The Coolermaster CAC-T05-UW case is fantastic. The packaging was hilarious; the product name is "Centurion" and the word-for-word official description of the case is:

Centurion, an honorable name, represents quality of Discipline, Integrity & Loyalty. With the Centurion besides you, now you can concord the world feeling safe and proud without having to be a Caesar.

Wow. It's just a case, guys. That being said, I only needed a screwdriver to attach the motherboard. The PCI/AGP slots have a sturdy snap-lock, as do the drive bays, and there's a big fan right in front of the hard drives to keep them cool. The whole rig is the quietest computer I've had, allowing me to concord the world using an inside voice.

Posted late Saturday evening, July 1st, 2006 Tags: debian hardware software
The best care package

I don't mean to seem ungrateful for the food that members of my family bake and send to me - it's delicious - but I received the best care package I've ever gotten this week from my dad. It included a compact wireless router/switch (so small! and 802.11g, too!), an appropriately-sized patch cable (neatly twisty-tied), a power source for said router/switch (also neatly twisty-tied), a 2.5" portable USB hard drive enclosure with 40GB drive inside (the case is powered by the USB cable, no awkward external power required), an appropriately-sized USB cable (again neatly twisty-tied), a nice travel pouch for the hard drive enclosure, and a mini screwdriver to swap out the hard drives. Not that I particularly needed any of it, but wow, talk about knowing the way to my heart.

Posted Wednesday evening, February 22nd, 2006 Tags: hardware
New headphones - Koss Plug

Got a new pair of headphones the other day - Koss "Plug" earphones.
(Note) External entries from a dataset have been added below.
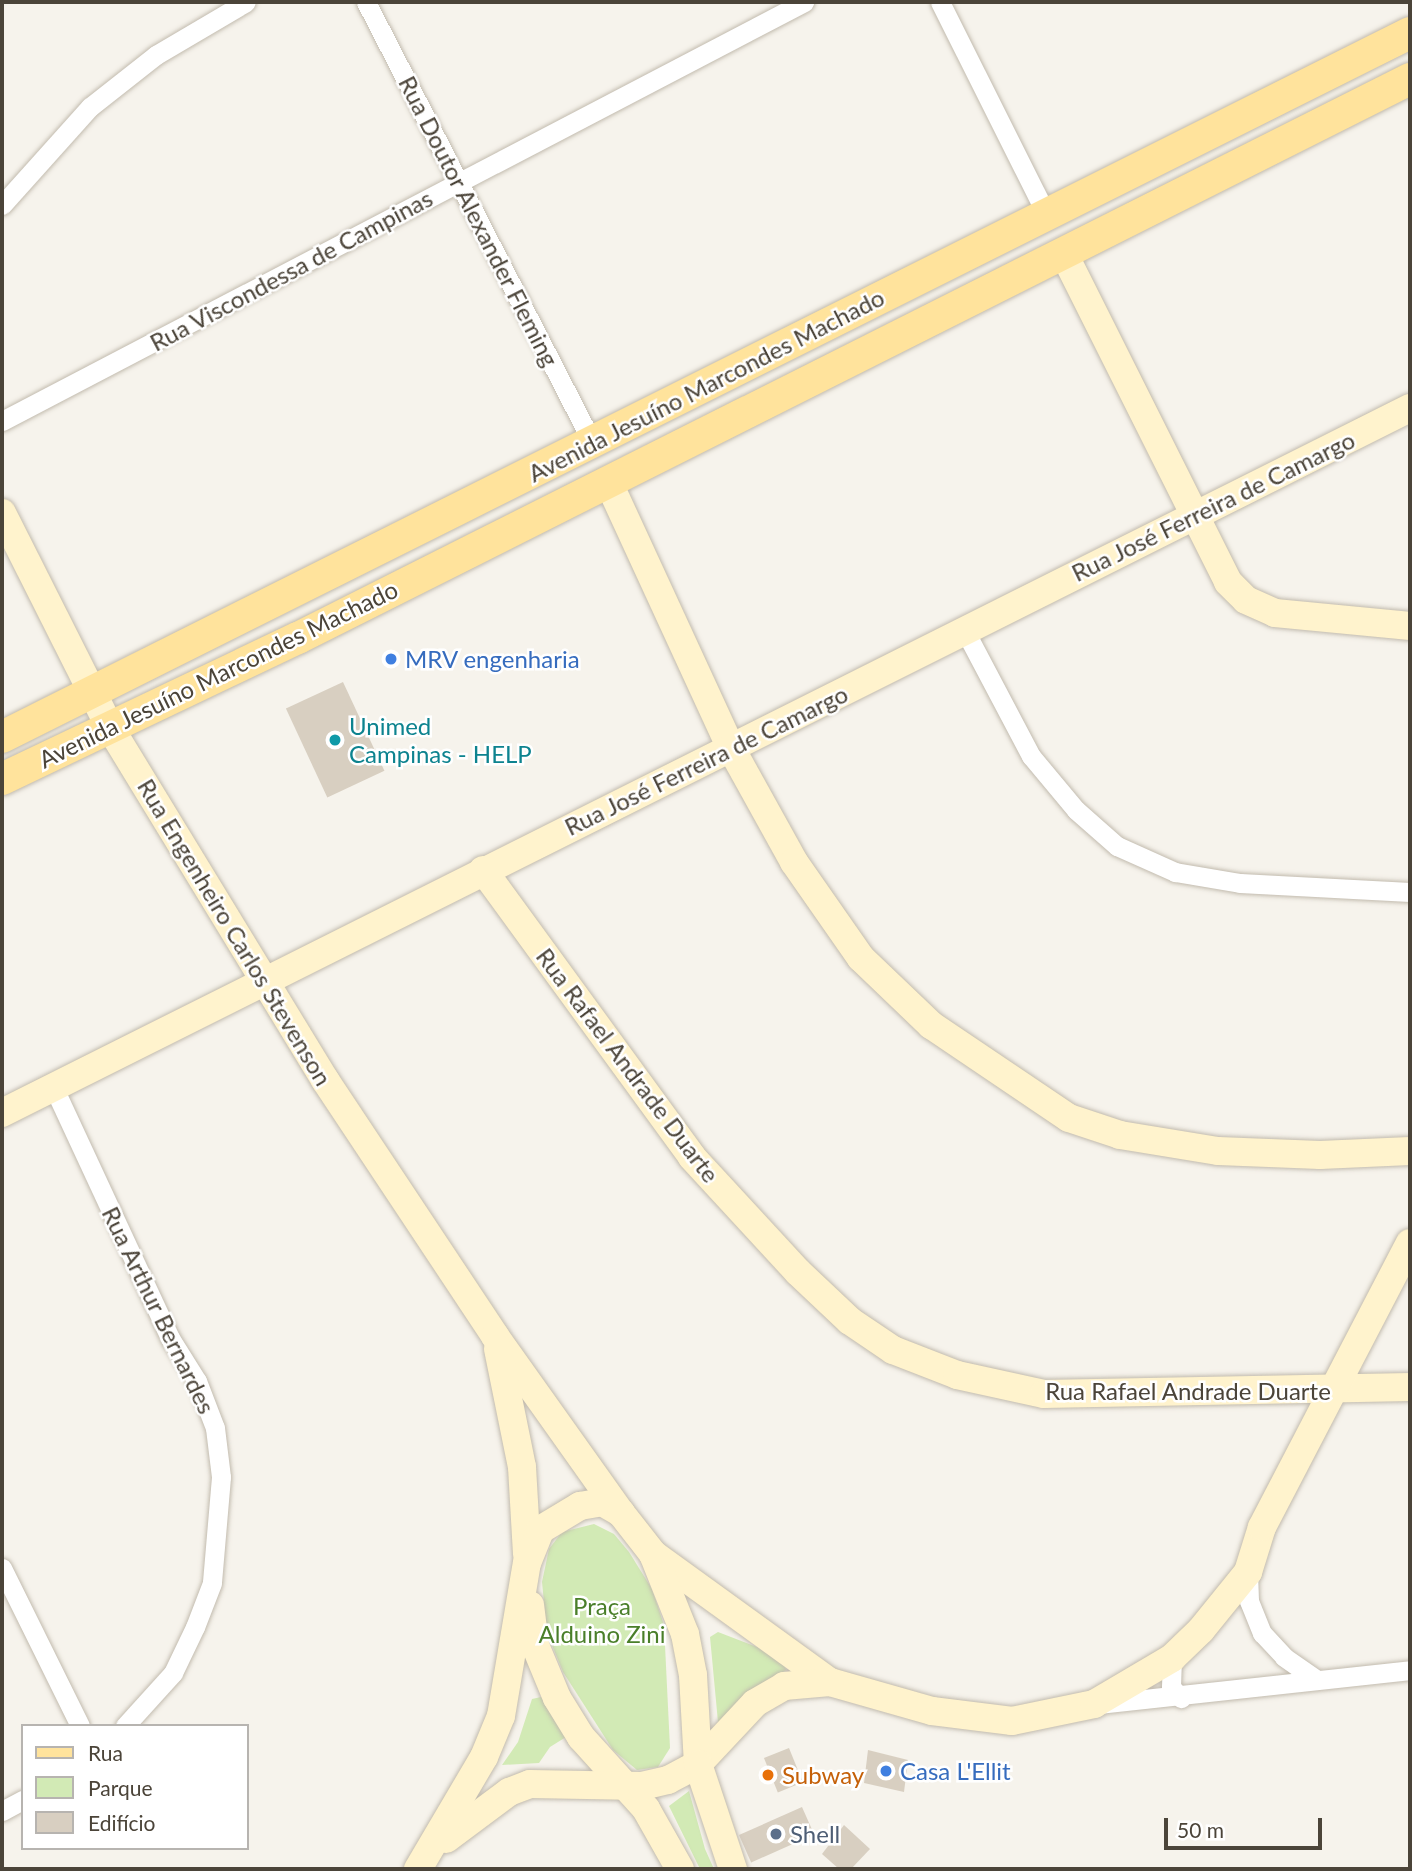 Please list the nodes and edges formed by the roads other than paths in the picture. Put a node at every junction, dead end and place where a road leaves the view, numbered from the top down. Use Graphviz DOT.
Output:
graph roads {
  1 [pos="246,2"];
  2 [pos="366,2"];
  3 [pos="804,2"];
  4 [pos="940,2"];
  5 [pos="1410,33"];
  6 [pos="1330,73"];
  7 [pos="1410,79"];
  8 [pos="1349,109"];
  9 [pos="460,181"];
  10 [pos="2,205"];
  11 [pos="1046,214"];
  12 [pos="1063,251"];
  13 [pos="858,309"];
  14 [pos="879,344"];
  15 [pos="754,360"];
  16 [pos="774,397"];
  17 [pos="1410,408"];
  18 [pos="2,421"];
  19 [pos="592,442"];
  20 [pos="608,481"];
  21 [pos="2,513"];
  22 [pos="1196,515"];
  23 [pos="369,555"];
  24 [pos="387,593"];
  25 [pos="237,623"];
  26 [pos="1410,626"];
  27 [pos="964,629"];
  28 [pos="254,659"];
  29 [pos="92,691"];
  30 [pos="109,726"];
  31 [pos="2,737"];
  32 [pos="732,750"];
  33 [pos="2,779"];
  34 [pos="484,870"];
  35 [pos="1410,892"];
  36 [pos="265,982"];
  37 [pos="54,1088"];
  38 [pos="2,1113"];
  39 [pos="1410,1152"];
  40 [pos="1410,1243"];
  41 [pos="495,1336"];
  42 [pos="1410,1387"];
  43 [pos="1331,1391"];
  44 [pos="621,1513"];
  45 [pos="653,1554"];
  46 [pos="527,1563"];
  47 [pos="2,1568"];
  48 [pos="1248,1572"];
  49 [pos="1172,1658"];
  50 [pos="1410,1670"];
  51 [pos="1317,1680"];
  52 [pos="831,1682"];
  53 [pos="1181,1698"];
  54 [pos="1094,1704"];
  55 [pos="79,1724"];
  56 [pos="127,1724"];
  57 [pos="698,1765"];
  58 [pos="621,1785"];
  59 [pos="425,1860"];
  60 [pos="680,1869"];
  61 [pos="733,1869"];
  1 -- 10 [label="street"];
  2 -- 9 [label="street, Rua Doutor Alexander Fleming"];
  3 -- 9 [label="street, Rua Viscondessa de Campinas"];
  4 -- 11 [label="street"];
  5 -- 6 [label="main road, Avenida Jesuíno Marcondes Machado"];
  6 -- 8 [label="main road"];
  6 -- 11 [label="main road, Avenida Jesuíno Marcondes Machado"];
  7 -- 8 [label="main road, Avenida Jesuíno Marcondes Machado"];
  8 -- 12 [label="main road, Avenida Jesuíno Marcondes Machado"];
  9 -- 18 [label="street, Rua Viscondessa de Campinas"];
  9 -- 19 [label="street, Rua Doutor Alexander Fleming"];
  11 -- 13 [label="main road, Avenida Jesuíno Marcondes Machado"];
  12 -- 14 [label="main road, Avenida Jesuíno Marcondes Machado"];
  12 -- 22 [label="street"];
  13 -- 14 [label="main road"];
  13 -- 15 [label="main road, Avenida Jesuíno Marcondes Machado"];
  14 -- 16 [label="main road, Avenida Jesuíno Marcondes Machado"];
  15 -- 16 [label="main road"];
  15 -- 19 [label="main road, Avenida Jesuíno Marcondes Machado"];
  16 -- 20 [label="main road, Avenida Jesuíno Marcondes Machado"];
  17 -- 22 [label="street, Rua José Ferreira de Camargo"];
  19 -- 23 [label="main road, Avenida Jesuíno Marcondes Machado"];
  20 -- 24 [label="main road, Avenida Jesuíno Marcondes Machado"];
  20 -- 32 [label="street"];
  21 -- 29 [label="street, Rua Engenheiro Carlos Stevenson"];
  22 -- 26 [label="street"];
  22 -- 27 [label="street, Rua José Ferreira de Camargo"];
  23 -- 24 [label="main road"];
  23 -- 25 [label="main road, Avenida Jesuíno Marcondes Machado"];
  24 -- 28 [label="main road, Avenida Jesuíno Marcondes Machado"];
  25 -- 28 [label="main road"];
  25 -- 29 [label="main road, Avenida Jesuíno Marcondes Machado"];
  27 -- 32 [label="street, Rua José Ferreira de Camargo"];
  27 -- 35 [label="street"];
  28 -- 30 [label="main road, Avenida Jesuíno Marcondes Machado"];
  29 -- 30 [label="street, Rua Engenheiro Carlos Stevenson"];
  29 -- 31 [label="main road, Avenida Jesuíno Marcondes Machado"];
  30 -- 33 [label="main road, Avenida Jesuíno Marcondes Machado"];
  30 -- 36 [label="street, Rua Engenheiro Carlos Stevenson"];
  32 -- 34 [label="street, Rua José Ferreira de Camargo"];
  32 -- 39 [label="street"];
  34 -- 36 [label="street, Rua José Ferreira de Camargo"];
  34 -- 43 [label="street, Rua Rafael Andrade Duarte"];
  36 -- 37 [label="street, Rua José Ferreira de Camargo"];
  36 -- 41 [label="street, Rua Engenheiro Carlos Stevenson"];
  37 -- 38 [label="street, Rua José Ferreira de Camargo"];
  37 -- 56 [label="street, Rua Arthur Bernardes"];
  40 -- 43 [label="street"];
  41 -- 44 [label="street, Rua Engenheiro Carlos Stevenson"];
  41 -- 46 [label="street, Rua Engenheiro Carlos Stevenson"];
  42 -- 43 [label="street, Rua Rafael Andrade Duarte"];
  43 -- 48 [label="street"];
  44 -- 45 [label="street, Rua Engenheiro Carlos Stevenson"];
  44 -- 46 [label="street"];
  45 -- 52 [label="street"];
  45 -- 57 [label="street"];
  46 -- 58 [label="street"];
  46 -- 59 [label="street"];
  47 -- 55 [label="street"];
  48 -- 49 [label="street"];
  48 -- 51 [label="street"];
  49 -- 53 [label="street"];
  49 -- 54 [label="street"];
  50 -- 51 [label="street"];
  51 -- 53 [label="street"];
  52 -- 54 [label="street"];
  52 -- 57 [label="street"];
  53 -- 54 [label="street"];
  57 -- 58 [label="street"];
  57 -- 61 [label="street"];
  58 -- 59 [label="street"];
  58 -- 60 [label="street"];
}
The dog ate through my other in-earphones back in July and the iPod has been lying mostly useless since then, so the purchase was long overdue. I like them a lot: they fit snugly in my ear, are comfortable, and sound good for the cheap ($12-ish) earphones they are both with classical and contemporary music.

The downside is that they are loud. I have the volume at the lowest setting on the iPod and it's not good for background music in an otherwise quiet environment. It's more than fine for walking around, though, and on a computer with better volume range they work nicely.

Posted at teatime on Friday, October 28th, 2005 Tags: hardware
Xorg on an unidentifed Toshiba Satellite

I have recently inherited a Toshiba Satellite from my sister. It's a great computer - PIII, built-in floppy, eraser-mouse instead of a touchpad, and keys that don't require much force to press down. Unfortunately there is no model number printed on it, so I have no idea what to search for when I run into trouble.

Unphased I set about installing OpenBSD 3.7-current on it, and the only hiccup was that x.org didn't properly autodetect the screen resolution. I poked around and discovered it has a "S3 Savage/IX-MV" video card to which x.org gives the BoardName "86C270-294 Savage/IX-M". The proper sync/refresh settings are:

HorizSync    31.5 - 57.0
VertRefresh  50.0 - 90.0
Posted Friday night, August 5th, 2005 Tags: hardware software
Copying DVDs on FreeBSD

I ordered a BenQ 1620 DVD writer and recieved it last week. I plan on doing backups with it, both of the video and the data kind. My first test was to copy the recording of the Meddiebempsters' final 2004-2005 concert.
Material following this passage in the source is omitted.